クラス設計の方針

各ステップをメソッドとして分離し、normalize() で全処理を順番に呼び出す構成にする。 メソッドを独立させることで単体テストや部分適用が容易になる。

Python — クラスの骨格
class CobolNormalizer:
    def remove_sequence_numbers(self, lines): ...   # PART 03: 行ラベル除去
    def remove_comments(self, lines): ...           # PART 03: コメント削除
    def remove_identification_area(self, lines): ...# PART 03: 識別領域除去
    def join_continuation_lines(self, lines): ...   # PART 04: 継続行結合
    def normalize_spaces(self, lines): ...          # PART 05: スペース間詰め
    def split_to_one_statement(self, lines): ...    # PART 06: 1行1命令化

    def normalize(self, source: str) -> list[str]:
        """全ステップを順に適用する。"""
        lines = source.splitlines()
        lines = self.remove_sequence_numbers(lines)
        lines = self.remove_comments(lines)
        lines = self.remove_identification_area(lines)
        lines = self.join_continuation_lines(lines)
        lines = self.normalize_spaces(lines)
        lines = self.split_to_one_statement(lines)
        return lines

CobolNormalizer — フル実装

Python — cobol_normalizer.py(完全版)
"""
cobol_normalizer.py
COBOLソースコードを正規化して1行1命令形式に変換する。
"""
import re


_END_SCOPE_PATTERN = re.compile(
    r'\b(END-IF|END-PERFORM|END-EVALUATE|END-READ|END-WRITE|'
    r'END-REWRITE|END-DELETE|END-START|END-RETURN|END-RECEIVE|'
    r'END-CALL|END-COMPUTE|END-ADD|END-SUBTRACT|END-MULTIPLY|'
    r'END-DIVIDE|END-STRING|END-UNSTRING|END-INSPECT|END-SEARCH)\b'
)
_PIC_START_PATTERN = re.compile(r'\bPICTURE\b|\bPIC\b', re.IGNORECASE)


class CobolNormalizer:
    """COBOLソースを正規化して1行1命令形式に変換するクラス。

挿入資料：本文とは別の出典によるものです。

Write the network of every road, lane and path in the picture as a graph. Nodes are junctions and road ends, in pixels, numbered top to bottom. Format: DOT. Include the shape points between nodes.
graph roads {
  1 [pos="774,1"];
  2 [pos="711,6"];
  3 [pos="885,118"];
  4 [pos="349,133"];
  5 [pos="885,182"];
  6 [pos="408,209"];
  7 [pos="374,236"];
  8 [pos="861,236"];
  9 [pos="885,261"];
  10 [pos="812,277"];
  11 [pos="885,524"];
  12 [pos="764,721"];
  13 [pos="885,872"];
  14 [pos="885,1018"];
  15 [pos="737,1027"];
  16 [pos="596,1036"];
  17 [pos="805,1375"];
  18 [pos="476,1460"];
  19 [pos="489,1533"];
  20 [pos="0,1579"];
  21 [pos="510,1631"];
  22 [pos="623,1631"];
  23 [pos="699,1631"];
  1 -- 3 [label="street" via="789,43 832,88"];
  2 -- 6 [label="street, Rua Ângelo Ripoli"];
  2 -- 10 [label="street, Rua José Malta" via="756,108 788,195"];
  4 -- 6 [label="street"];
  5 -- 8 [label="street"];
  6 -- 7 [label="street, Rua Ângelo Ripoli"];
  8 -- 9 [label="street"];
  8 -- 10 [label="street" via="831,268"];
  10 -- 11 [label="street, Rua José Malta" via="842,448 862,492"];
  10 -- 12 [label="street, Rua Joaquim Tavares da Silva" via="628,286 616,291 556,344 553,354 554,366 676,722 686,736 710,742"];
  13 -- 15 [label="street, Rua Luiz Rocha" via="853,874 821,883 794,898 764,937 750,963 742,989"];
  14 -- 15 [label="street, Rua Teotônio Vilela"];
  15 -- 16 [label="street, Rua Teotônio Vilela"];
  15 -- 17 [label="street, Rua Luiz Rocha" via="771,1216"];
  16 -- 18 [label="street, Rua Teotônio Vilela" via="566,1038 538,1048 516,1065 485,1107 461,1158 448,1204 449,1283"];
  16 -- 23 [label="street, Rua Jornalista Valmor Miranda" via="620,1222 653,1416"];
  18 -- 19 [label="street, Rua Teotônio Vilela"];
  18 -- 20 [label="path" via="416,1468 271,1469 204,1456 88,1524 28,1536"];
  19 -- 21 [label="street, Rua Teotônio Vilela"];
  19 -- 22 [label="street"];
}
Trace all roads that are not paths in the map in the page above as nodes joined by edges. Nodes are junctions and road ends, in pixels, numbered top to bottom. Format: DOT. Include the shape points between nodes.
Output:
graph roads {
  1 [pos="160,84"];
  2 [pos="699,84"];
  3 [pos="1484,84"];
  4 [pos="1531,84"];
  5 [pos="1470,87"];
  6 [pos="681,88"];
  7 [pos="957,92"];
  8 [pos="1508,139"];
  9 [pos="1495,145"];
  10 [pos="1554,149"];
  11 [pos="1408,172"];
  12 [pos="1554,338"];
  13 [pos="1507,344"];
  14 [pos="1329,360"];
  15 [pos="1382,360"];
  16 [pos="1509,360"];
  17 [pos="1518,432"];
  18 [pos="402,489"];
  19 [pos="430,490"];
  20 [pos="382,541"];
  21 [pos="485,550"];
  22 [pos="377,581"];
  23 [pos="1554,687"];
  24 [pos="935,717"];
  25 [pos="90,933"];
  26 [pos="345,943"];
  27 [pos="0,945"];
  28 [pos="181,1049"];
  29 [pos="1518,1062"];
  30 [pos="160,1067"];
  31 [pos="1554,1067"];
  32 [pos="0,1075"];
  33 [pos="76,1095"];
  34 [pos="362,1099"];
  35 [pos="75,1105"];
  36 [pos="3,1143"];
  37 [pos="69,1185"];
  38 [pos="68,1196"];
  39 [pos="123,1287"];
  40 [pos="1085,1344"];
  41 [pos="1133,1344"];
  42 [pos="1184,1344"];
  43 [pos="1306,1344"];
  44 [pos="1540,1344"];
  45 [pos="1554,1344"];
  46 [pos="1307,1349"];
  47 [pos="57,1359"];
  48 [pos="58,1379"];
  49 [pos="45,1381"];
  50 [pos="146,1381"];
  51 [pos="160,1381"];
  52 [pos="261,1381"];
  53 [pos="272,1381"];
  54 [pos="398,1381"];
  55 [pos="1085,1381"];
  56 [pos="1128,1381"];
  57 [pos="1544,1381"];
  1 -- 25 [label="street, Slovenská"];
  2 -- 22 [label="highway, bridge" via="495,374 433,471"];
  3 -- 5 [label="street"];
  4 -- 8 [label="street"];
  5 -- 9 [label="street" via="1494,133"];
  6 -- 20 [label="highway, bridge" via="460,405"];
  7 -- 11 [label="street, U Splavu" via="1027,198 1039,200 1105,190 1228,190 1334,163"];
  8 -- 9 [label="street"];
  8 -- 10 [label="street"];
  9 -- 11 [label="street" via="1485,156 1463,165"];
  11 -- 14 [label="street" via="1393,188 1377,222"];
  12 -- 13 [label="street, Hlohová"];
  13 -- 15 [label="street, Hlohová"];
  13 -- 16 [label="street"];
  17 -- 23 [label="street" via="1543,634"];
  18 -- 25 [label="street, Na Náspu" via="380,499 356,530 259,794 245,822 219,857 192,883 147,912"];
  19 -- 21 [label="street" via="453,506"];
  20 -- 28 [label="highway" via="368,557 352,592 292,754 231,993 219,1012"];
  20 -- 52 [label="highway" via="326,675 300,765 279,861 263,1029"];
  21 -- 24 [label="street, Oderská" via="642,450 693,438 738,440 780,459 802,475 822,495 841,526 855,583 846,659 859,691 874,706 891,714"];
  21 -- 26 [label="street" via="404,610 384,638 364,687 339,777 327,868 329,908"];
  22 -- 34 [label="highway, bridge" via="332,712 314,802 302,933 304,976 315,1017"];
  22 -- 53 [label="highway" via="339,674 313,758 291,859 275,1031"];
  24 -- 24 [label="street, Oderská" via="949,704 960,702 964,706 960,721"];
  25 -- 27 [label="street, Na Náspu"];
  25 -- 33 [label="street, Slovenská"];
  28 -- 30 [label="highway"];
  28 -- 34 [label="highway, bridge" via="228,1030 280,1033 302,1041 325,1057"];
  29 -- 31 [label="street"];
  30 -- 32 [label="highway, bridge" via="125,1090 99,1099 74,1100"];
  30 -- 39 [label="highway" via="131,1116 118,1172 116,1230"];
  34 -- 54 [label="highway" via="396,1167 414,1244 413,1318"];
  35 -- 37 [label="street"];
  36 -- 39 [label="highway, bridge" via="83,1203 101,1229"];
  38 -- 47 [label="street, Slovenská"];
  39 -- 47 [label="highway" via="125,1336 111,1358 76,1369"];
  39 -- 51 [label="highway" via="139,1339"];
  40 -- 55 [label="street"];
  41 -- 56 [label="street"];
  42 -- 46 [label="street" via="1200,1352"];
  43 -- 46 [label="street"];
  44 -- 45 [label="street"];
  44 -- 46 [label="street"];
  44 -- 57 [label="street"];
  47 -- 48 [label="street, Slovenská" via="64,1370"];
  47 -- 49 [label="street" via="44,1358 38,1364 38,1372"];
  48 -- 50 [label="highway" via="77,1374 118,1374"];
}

"""

    def normalize(self, source: str) -> list[str]:
        """ソース文字列を受け取り、正規化済み行リストを返す。"""
        lines = source.splitlines()
        lines = self.remove_sequence_numbers(lines)
        lines = self.remove_comments(lines)
        lines = self.remove_identification_area(lines)
        lines = self.join_continuation_lines(lines)
        lines = self.normalize_spaces(lines)
        lines = self.split_to_one_statement(lines)
        return lines

    # ── Step 1: 行ラベル除去 ──────────────────────────────────────────
    def remove_sequence_numbers(self, lines: list[str]) -> list[str]:
        result = []
        for line in lines:
            line = line.rstrip('\n').rstrip('\r').expandtabs(8)
            if len(line) <= 6:
                continue
            result.append(line[6:])
        return result

    # ── Step 2: コメント行削除 ────────────────────────────────────────
    def remove_comments(self, lines: list[str]) -> list[str]:
        result = []
        for line in lines:
            if not line:
                continue
            if line[0] in ('*', '/'):
                continue
            result.append(line)
        return result

    # ── Step 3: 識別領域除去 ──────────────────────────────────────────
    def remove_identification_area(self, lines: list[str]) -> list[str]:
        return [line[:66].rstrip() for line in lines]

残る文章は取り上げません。